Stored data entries
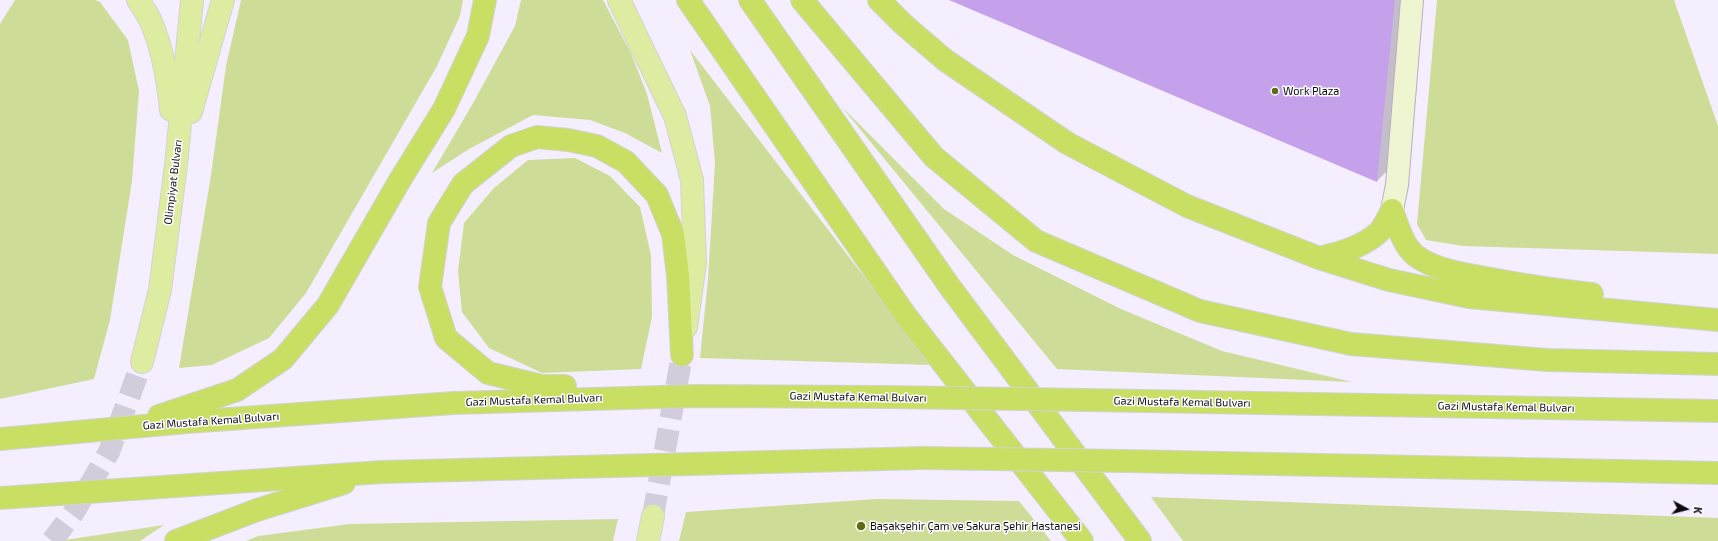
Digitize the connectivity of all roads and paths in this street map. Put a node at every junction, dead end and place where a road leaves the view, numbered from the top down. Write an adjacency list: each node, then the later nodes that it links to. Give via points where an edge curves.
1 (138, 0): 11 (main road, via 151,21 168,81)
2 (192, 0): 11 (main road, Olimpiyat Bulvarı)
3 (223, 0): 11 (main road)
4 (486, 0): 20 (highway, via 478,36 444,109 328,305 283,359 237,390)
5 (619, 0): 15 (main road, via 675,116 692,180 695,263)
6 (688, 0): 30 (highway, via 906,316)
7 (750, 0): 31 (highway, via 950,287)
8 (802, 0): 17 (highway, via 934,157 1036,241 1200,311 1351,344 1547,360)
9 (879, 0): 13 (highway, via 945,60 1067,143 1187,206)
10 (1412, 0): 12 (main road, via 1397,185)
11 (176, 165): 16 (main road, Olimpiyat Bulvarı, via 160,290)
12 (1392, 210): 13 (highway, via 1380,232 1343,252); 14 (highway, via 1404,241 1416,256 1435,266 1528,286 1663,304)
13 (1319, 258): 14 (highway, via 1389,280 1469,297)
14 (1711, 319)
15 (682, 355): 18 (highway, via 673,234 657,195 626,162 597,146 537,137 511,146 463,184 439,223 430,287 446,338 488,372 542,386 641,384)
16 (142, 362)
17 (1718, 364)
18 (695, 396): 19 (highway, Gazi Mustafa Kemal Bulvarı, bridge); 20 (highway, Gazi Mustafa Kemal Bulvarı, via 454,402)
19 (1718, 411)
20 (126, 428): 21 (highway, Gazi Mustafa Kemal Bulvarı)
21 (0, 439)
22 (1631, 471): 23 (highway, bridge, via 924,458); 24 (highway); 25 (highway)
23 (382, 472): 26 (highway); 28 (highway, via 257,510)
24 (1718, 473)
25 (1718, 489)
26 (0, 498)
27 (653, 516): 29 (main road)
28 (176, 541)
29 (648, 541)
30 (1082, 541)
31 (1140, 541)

Task requirements: Give back every record above exactly as written, skipping each picture.

Task response:
Digitize the connectivity of all roads and paths in this street map. Put a node at every junction, dead end and place where a road leaves the view, numbered from the top down. Write an adjacency list: each node, then the later nodes that it links to. Give via points where an edge curves.
1 (138, 0): 11 (main road, via 151,21 168,81)
2 (192, 0): 11 (main road, Olimpiyat Bulvarı)
3 (223, 0): 11 (main road)
4 (486, 0): 20 (highway, via 478,36 444,109 328,305 283,359 237,390)
5 (619, 0): 15 (main road, via 675,116 692,180 695,263)
6 (688, 0): 30 (highway, via 906,316)
7 (750, 0): 31 (highway, via 950,287)
8 (802, 0): 17 (highway, via 934,157 1036,241 1200,311 1351,344 1547,360)
9 (879, 0): 13 (highway, via 945,60 1067,143 1187,206)
10 (1412, 0): 12 (main road, via 1397,185)
11 (176, 165): 16 (main road, Olimpiyat Bulvarı, via 160,290)
12 (1392, 210): 13 (highway, via 1380,232 1343,252); 14 (highway, via 1404,241 1416,256 1435,266 1528,286 1663,304)
13 (1319, 258): 14 (highway, via 1389,280 1469,297)
14 (1711, 319)
15 (682, 355): 18 (highway, via 673,234 657,195 626,162 597,146 537,137 511,146 463,184 439,223 430,287 446,338 488,372 542,386 641,384)
16 (142, 362)
17 (1718, 364)
18 (695, 396): 19 (highway, Gazi Mustafa Kemal Bulvarı, bridge); 20 (highway, Gazi Mustafa Kemal Bulvarı, via 454,402)
19 (1718, 411)
20 (126, 428): 21 (highway, Gazi Mustafa Kemal Bulvarı)
21 (0, 439)
22 (1631, 471): 23 (highway, bridge, via 924,458); 24 (highway); 25 (highway)
23 (382, 472): 26 (highway); 28 (highway, via 257,510)
24 (1718, 473)
25 (1718, 489)
26 (0, 498)
27 (653, 516): 29 (main road)
28 (176, 541)
29 (648, 541)
30 (1082, 541)
31 (1140, 541)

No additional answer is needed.